Ga direct naar de content

Meet risicobereidheid met een kwantitatieve methode

Geplaatst als type:
Gepubliceerd om: februari 28 2019

Wanneer een consument een financieel product wil aanschaffen, moet de aanbieder een inschatting maken van de risicobereidheid van de consument. Daarmee wordt bijvoorbeeld gewaarborgd dat iemand niet te veel risico’s neemt. Er zijn echter verschillende methodes om risicobereidheid in kaart te brengen. We onderzochten er een aantal in de pensioencontext.

In het kort

– Op dit moment worden vaak kwalitatieve methodes gebruikt om risicobereidheid te inventariseren in de pensioencontext.
– Er bestaan verschillende methodes die kwantitatieve criteria gebruiken.
– Deze kwantitieve methodes leiden tot een verbeterde inventarisering van risicobereidheid.
Van der Meeren (2017) bevat een uitgebreidere versie van het experiment en de literatuurstudie

Pensioenuitvoerders, banken, verzekeraars en beleggingsadviseurs brengen de risicobereidheid van consumenten in kaart om zo passende producten en diensten te kunnen leveren. Die eis staat ook in de Wet financieel toezicht en de Pensioenwet. Financiële ondernemingen doen dat doorgaans door aan de consument vragen te stellen over de risicobereidheid, de financiële positie, de doelstelling en kennis en ervaring. Die informatie wordt gebruikt om een een risicoprofiel van de consument op te stellen. De risicobereidheid bepaalt mede het uiteindelijke beleggingsproduct voor de consument, en het is dus belangrijk dat dit accuraat gemeten wordt.

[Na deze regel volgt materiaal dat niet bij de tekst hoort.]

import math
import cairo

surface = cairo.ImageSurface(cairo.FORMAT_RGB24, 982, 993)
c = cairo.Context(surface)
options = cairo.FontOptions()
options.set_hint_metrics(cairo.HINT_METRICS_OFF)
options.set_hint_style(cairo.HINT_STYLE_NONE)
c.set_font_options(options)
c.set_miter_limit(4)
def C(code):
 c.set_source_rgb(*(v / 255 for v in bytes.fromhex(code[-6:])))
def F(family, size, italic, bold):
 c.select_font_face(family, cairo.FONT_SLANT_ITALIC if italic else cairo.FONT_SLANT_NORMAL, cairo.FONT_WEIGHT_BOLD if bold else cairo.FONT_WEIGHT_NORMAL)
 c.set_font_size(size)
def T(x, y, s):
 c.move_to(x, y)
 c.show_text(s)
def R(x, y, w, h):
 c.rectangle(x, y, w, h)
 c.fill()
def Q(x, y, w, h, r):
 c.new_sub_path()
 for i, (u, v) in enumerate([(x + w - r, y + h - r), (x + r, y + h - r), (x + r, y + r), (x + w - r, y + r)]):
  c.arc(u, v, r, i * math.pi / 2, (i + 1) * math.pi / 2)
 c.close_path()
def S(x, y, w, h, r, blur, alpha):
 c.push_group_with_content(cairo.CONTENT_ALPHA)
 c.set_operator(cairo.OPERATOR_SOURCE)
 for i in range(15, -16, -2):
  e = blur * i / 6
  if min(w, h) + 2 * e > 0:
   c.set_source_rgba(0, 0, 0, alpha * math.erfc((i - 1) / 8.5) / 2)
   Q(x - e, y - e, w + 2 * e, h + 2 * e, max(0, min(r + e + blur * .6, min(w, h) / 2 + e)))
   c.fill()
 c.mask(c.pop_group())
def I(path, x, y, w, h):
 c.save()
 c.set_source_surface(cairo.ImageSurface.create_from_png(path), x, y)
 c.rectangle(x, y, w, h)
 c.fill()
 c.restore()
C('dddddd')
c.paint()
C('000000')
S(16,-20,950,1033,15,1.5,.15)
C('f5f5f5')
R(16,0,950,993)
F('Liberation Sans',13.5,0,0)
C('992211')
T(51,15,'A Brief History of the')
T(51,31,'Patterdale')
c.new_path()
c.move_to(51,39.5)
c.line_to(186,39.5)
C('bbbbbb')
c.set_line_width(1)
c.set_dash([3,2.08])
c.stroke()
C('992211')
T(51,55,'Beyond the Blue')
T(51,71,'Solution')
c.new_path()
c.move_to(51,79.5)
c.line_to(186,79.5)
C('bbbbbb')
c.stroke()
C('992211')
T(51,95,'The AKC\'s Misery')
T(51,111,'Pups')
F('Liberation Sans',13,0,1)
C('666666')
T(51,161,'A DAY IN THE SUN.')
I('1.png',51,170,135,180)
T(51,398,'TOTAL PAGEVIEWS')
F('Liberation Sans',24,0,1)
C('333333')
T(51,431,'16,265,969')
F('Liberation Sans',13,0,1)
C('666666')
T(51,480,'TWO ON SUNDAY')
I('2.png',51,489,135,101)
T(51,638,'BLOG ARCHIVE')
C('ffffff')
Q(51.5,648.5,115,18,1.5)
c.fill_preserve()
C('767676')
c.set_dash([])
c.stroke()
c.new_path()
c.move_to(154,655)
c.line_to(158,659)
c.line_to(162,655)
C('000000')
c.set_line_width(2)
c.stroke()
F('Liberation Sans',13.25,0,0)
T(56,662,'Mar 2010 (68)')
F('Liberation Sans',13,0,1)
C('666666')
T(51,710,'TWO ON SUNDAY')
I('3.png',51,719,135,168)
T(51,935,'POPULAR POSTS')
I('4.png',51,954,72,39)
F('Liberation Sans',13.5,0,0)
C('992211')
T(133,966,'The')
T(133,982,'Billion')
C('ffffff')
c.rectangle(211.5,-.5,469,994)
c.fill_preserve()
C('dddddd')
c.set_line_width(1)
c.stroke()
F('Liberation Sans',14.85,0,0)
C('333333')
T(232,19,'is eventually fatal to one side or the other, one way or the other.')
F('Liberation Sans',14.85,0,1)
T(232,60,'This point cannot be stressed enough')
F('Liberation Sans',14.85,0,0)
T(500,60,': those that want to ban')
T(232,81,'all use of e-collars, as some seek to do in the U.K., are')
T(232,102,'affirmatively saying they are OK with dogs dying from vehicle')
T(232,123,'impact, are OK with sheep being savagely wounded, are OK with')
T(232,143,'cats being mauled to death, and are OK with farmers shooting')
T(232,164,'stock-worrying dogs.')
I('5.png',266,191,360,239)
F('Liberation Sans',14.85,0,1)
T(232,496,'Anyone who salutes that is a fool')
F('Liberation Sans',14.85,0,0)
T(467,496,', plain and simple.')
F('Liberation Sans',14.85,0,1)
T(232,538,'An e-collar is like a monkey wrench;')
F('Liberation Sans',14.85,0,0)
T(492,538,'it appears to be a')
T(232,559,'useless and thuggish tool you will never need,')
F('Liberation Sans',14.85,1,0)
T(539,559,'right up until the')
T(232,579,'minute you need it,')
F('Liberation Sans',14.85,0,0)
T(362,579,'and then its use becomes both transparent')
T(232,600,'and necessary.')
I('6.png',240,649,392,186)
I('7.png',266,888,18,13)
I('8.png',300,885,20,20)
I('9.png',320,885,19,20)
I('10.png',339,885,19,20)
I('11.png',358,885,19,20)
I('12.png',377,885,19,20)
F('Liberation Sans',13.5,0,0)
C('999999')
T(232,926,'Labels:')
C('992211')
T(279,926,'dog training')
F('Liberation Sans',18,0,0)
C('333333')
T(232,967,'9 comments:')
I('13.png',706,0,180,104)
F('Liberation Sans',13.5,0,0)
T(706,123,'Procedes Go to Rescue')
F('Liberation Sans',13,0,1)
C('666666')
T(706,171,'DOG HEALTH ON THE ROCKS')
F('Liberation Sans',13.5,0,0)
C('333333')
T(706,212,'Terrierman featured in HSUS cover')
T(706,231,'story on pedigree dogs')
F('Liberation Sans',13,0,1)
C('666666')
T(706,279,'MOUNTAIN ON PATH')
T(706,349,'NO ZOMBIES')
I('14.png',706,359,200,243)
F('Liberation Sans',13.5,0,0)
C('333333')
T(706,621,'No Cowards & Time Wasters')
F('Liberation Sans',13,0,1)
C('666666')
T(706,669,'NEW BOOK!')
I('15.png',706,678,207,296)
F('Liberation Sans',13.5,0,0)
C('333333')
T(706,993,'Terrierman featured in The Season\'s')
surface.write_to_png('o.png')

Het is lastig om de risicobereidheid te bepalen, omdat risicobereidheid niet direct te observeren is. De financiële sector gebruikt veelal niet-wetenschappelijk gevalideerde methodes om de risicobereidheid van consumenten te achterhalen. Een voorbeeld hiervan is een vraag die informeert naar slaapproblemen bij negatieve koersdalingen. En dat terwijl er veel wetenschappelijk onderzoek is gedaan naar de risicobereidheidsinventarisatie (Charness et al., 2013; Holt en Laury, 2014), wat een breed scala aan gevalideerde methodes heeft opgeleverd.

Om tot een betere inschatting van de risicobereidheid in de pensioencontext te komen, hebben we gangbare wetenschappelijke methodes om risicobereidheid te meten geëvalueerd aan de hand van vijf criteria. Dit heeft tot een selectie geleid van twee gevalideerde methodes die resulteren in een objectieve maat van risicobereidheid. Bij toetsing in het AFM-consumentenpanel blijken de twee ­kwantitatieve methodes minstens even goed, zo niet beter, te presteren dan de huidige, gangbare methodes.

Selectie van methodes

In de wetenschap wordt er een grote verscheidenheid aan gevalideerde methodes gebruikt om de risicobereidheid te inventariseren. Ten eerste worden vragenlijsten gebruikt om met kwalitatieve vragen de risicobereidheid in kaart te brengen. Ten tweede zijn er ook dynamische methodes waarbij mensen tijdens een spelsituatie kunnen kiezen tussen stoppen met een zekere uitkomst of doorspelen met een onzekere uitkomst. Voorbeelden zijn het knappende-ballon-scenario (Balloon Analogue Risk Task, BART) of het ontploffende-bom-scenario (Bomb Risk Elicitation Task, BRET) (Lejuez et al., 2002; Crosetto en Filippin, 2013). Ten slotte laten kwantitatieve methodes mensen kiezen tussen verschillende vooruitzichten met een wisselende hoeveelheid aan risico. Daarbij zijn er verschillende varianten en moeten respondenten vaak een aantal keren kiezen tussen twee opties die onder elkaar worden gepresenteerd (Dohmen et al., 2005; 2011; Holt en Laury, 2002) of juist na elkaar waarbij de opties kunnen variëren al naar gelang eerder gemaakte keuzes (Barsky et al., 1997).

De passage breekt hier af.